---- Extracted entries
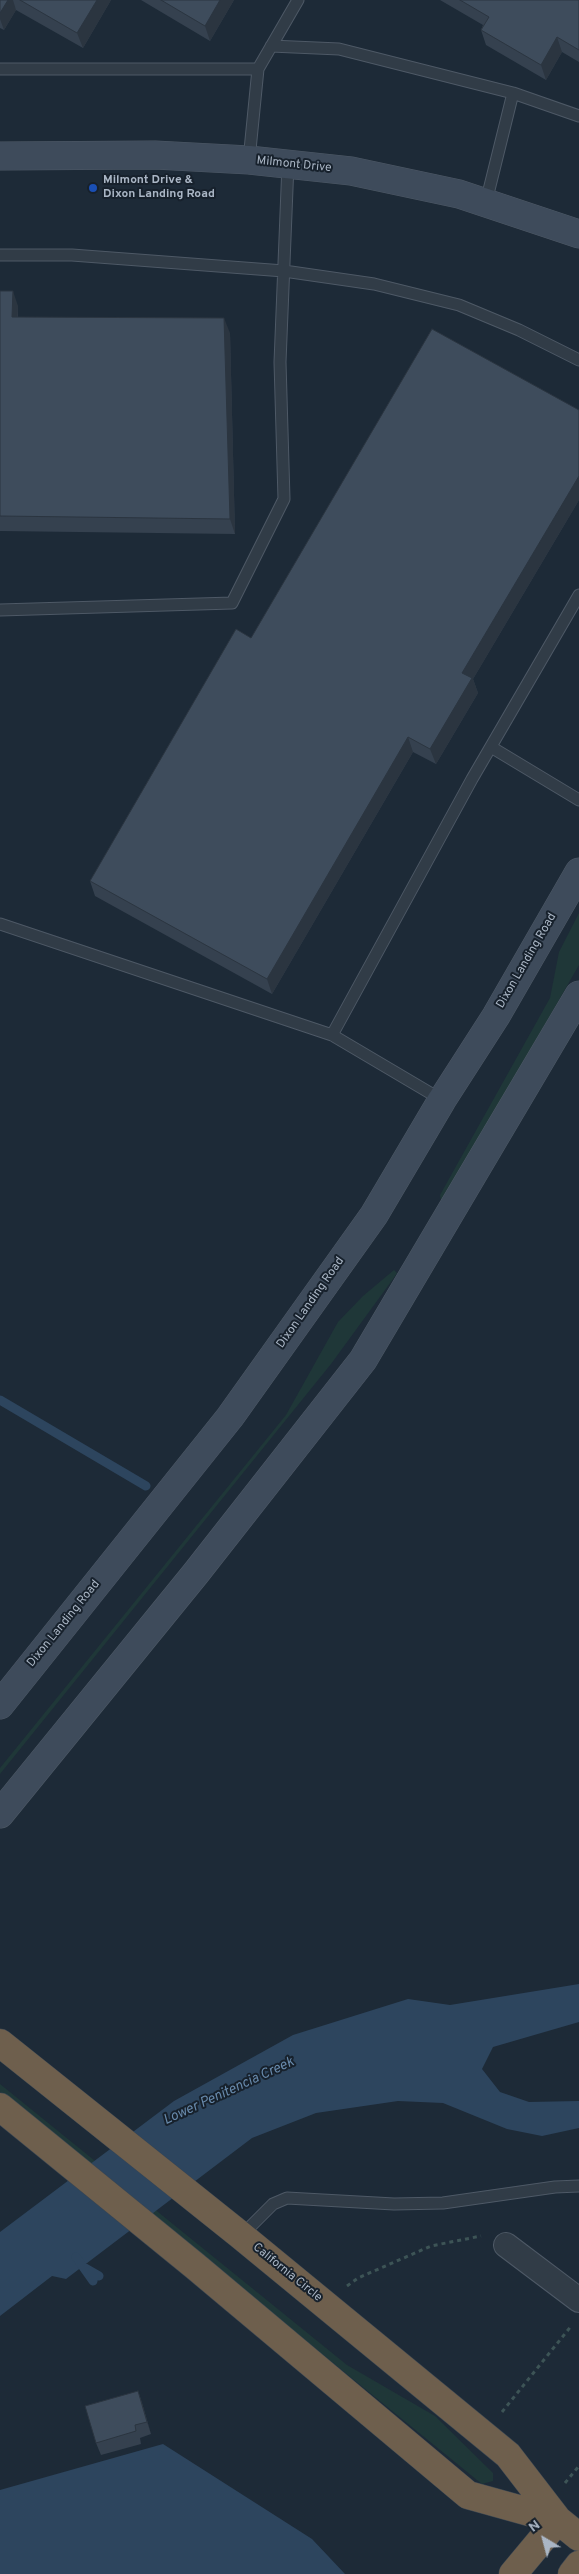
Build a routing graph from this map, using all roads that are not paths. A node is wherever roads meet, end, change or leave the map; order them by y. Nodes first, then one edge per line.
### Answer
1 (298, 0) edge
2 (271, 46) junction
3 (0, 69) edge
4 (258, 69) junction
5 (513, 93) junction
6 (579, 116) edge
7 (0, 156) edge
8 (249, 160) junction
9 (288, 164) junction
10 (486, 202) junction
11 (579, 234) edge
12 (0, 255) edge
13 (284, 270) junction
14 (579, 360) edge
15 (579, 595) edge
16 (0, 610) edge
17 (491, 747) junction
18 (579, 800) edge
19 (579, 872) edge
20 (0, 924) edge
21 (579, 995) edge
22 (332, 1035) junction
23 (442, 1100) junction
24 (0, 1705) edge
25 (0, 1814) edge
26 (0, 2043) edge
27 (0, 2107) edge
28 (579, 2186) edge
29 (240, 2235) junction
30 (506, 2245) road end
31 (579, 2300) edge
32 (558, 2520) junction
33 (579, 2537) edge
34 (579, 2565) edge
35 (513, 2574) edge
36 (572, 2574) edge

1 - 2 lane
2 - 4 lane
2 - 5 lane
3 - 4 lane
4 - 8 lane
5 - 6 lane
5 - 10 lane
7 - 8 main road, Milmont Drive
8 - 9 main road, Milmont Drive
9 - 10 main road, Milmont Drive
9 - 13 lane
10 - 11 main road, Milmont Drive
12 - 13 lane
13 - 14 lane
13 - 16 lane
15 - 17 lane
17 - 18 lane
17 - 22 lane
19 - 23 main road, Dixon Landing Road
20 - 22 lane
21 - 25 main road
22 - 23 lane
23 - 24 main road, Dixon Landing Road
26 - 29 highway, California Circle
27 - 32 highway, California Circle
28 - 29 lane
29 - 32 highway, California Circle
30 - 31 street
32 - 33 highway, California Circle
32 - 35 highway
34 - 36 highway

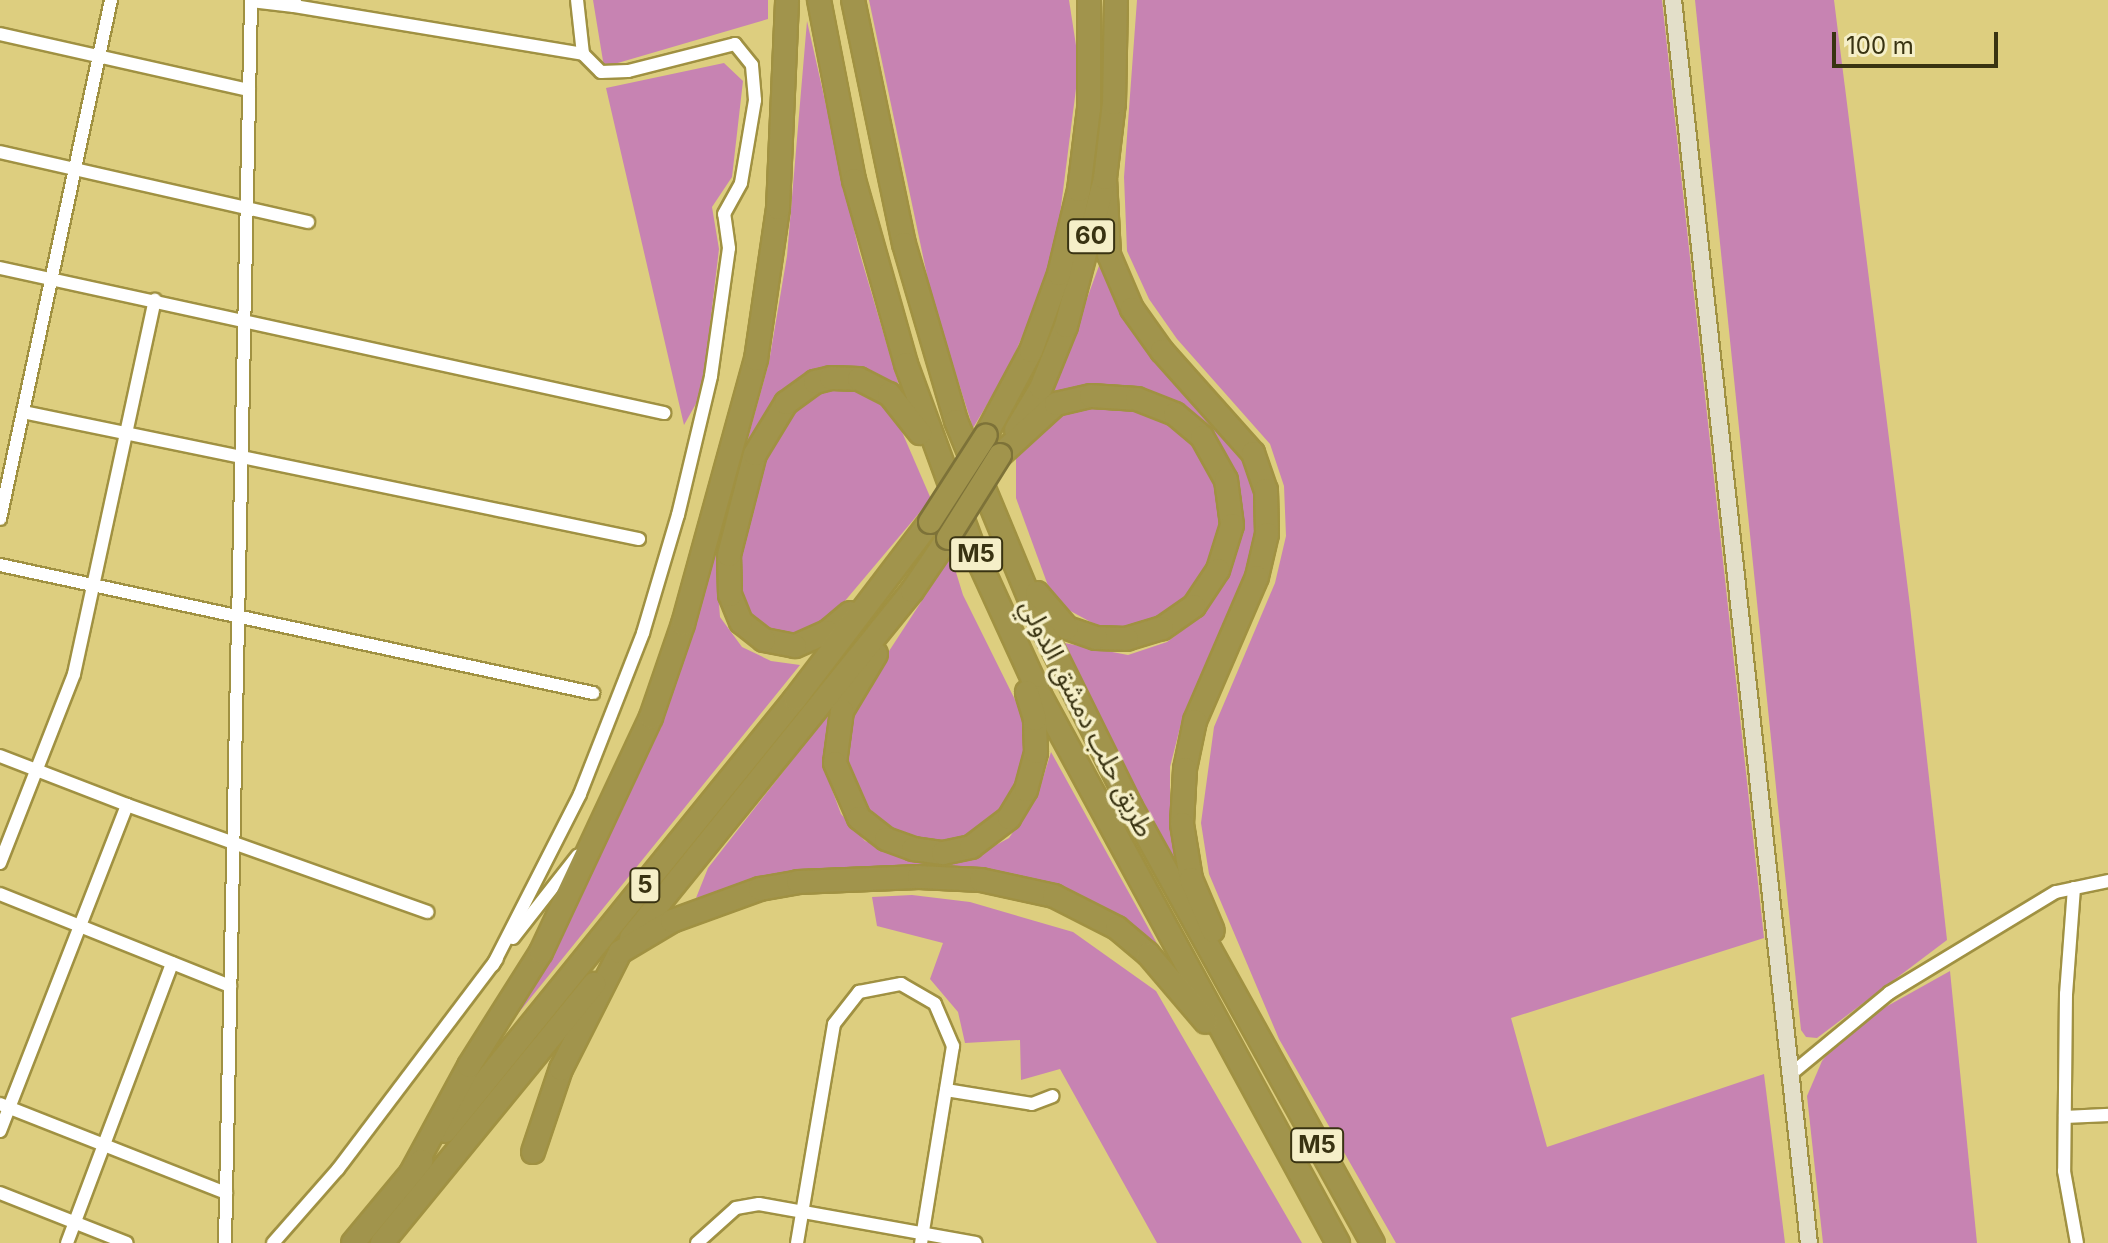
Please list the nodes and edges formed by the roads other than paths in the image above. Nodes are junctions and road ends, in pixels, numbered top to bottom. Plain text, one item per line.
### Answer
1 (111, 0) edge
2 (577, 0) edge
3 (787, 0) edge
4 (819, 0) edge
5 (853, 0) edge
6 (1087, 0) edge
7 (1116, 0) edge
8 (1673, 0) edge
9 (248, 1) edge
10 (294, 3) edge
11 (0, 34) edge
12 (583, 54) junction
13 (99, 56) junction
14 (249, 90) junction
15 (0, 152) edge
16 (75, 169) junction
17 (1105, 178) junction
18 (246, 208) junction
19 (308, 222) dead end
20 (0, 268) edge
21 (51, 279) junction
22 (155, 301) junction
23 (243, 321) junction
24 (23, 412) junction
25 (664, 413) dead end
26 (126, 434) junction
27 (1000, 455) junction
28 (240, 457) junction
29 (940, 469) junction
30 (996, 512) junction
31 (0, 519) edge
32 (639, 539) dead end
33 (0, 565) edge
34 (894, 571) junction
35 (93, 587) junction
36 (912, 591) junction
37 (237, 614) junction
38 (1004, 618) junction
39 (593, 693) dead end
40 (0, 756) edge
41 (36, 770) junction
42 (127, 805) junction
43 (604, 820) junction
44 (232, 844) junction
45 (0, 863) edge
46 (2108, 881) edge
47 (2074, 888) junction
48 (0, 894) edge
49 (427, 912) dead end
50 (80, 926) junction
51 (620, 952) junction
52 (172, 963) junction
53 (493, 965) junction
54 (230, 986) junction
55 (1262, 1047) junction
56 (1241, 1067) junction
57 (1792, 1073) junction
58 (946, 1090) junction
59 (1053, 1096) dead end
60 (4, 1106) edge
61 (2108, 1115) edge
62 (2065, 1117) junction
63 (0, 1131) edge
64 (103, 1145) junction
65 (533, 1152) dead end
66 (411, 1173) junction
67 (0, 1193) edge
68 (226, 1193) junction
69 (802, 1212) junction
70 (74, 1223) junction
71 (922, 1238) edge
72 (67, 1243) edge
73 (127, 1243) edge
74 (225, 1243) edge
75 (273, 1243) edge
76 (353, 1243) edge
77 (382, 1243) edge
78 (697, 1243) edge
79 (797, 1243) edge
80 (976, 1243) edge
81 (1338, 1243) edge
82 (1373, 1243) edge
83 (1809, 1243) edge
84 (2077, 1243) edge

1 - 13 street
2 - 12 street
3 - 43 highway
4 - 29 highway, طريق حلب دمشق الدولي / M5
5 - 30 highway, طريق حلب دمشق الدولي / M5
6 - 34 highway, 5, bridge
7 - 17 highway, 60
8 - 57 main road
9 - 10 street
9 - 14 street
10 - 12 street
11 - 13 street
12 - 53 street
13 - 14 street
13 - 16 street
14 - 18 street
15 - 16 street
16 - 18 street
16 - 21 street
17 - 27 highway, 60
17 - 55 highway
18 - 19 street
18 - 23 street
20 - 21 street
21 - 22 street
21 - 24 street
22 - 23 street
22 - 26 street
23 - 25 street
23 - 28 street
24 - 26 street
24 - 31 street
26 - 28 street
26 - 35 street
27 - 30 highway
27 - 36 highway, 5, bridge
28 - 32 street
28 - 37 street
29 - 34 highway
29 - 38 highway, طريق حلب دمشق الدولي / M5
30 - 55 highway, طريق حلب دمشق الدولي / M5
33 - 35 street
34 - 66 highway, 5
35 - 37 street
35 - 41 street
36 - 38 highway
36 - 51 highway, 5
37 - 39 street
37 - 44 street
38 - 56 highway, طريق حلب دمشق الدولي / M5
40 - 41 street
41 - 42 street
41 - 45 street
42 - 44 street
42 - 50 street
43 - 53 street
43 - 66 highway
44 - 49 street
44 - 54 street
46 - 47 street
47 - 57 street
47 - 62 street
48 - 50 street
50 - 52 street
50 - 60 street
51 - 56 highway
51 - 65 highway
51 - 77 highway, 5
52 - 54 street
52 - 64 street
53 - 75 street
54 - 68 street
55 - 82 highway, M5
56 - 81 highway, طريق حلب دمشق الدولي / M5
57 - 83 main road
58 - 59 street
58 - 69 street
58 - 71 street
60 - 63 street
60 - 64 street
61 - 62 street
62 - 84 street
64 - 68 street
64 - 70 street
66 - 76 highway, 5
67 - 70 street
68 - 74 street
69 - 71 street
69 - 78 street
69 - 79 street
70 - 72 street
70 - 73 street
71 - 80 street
--------
**Action item**:
The lines from the top of the data above through the one holding "Please list the" are to be repeated exactly, and only those, with no pictures.

**Exercise result**:
Build a routing graph from this map, using all roads that are not paths. A node is wherever roads meet, end, change or leave the map; order them by y. Nodes first, then one edge per line.
### Answer
1 (298, 0) edge
2 (271, 46) junction
3 (0, 69) edge
4 (258, 69) junction
5 (513, 93) junction
6 (579, 116) edge
7 (0, 156) edge
8 (249, 160) junction
9 (288, 164) junction
10 (486, 202) junction
11 (579, 234) edge
12 (0, 255) edge
13 (284, 270) junction
14 (579, 360) edge
15 (579, 595) edge
16 (0, 610) edge
17 (491, 747) junction
18 (579, 800) edge
19 (579, 872) edge
20 (0, 924) edge
21 (579, 995) edge
22 (332, 1035) junction
23 (442, 1100) junction
24 (0, 1705) edge
25 (0, 1814) edge
26 (0, 2043) edge
27 (0, 2107) edge
28 (579, 2186) edge
29 (240, 2235) junction
30 (506, 2245) road end
31 (579, 2300) edge
32 (558, 2520) junction
33 (579, 2537) edge
34 (579, 2565) edge
35 (513, 2574) edge
36 (572, 2574) edge

1 - 2 lane
2 - 4 lane
2 - 5 lane
3 - 4 lane
4 - 8 lane
5 - 6 lane
5 - 10 lane
7 - 8 main road, Milmont Drive
8 - 9 main road, Milmont Drive
9 - 10 main road, Milmont Drive
9 - 13 lane
10 - 11 main road, Milmont Drive
12 - 13 lane
13 - 14 lane
13 - 16 lane
15 - 17 lane
17 - 18 lane
17 - 22 lane
19 - 23 main road, Dixon Landing Road
20 - 22 lane
21 - 25 main road
22 - 23 lane
23 - 24 main road, Dixon Landing Road
26 - 29 highway, California Circle
27 - 32 highway, California Circle
28 - 29 lane
29 - 32 highway, California Circle
30 - 31 street
32 - 33 highway, California Circle
32 - 35 highway
34 - 36 highway

Please list the nodes and edges formed by the roads other than paths in the image above. Nodes are junctions and road ends, in pixels, numbered top to bottom. Plain text, one item per line.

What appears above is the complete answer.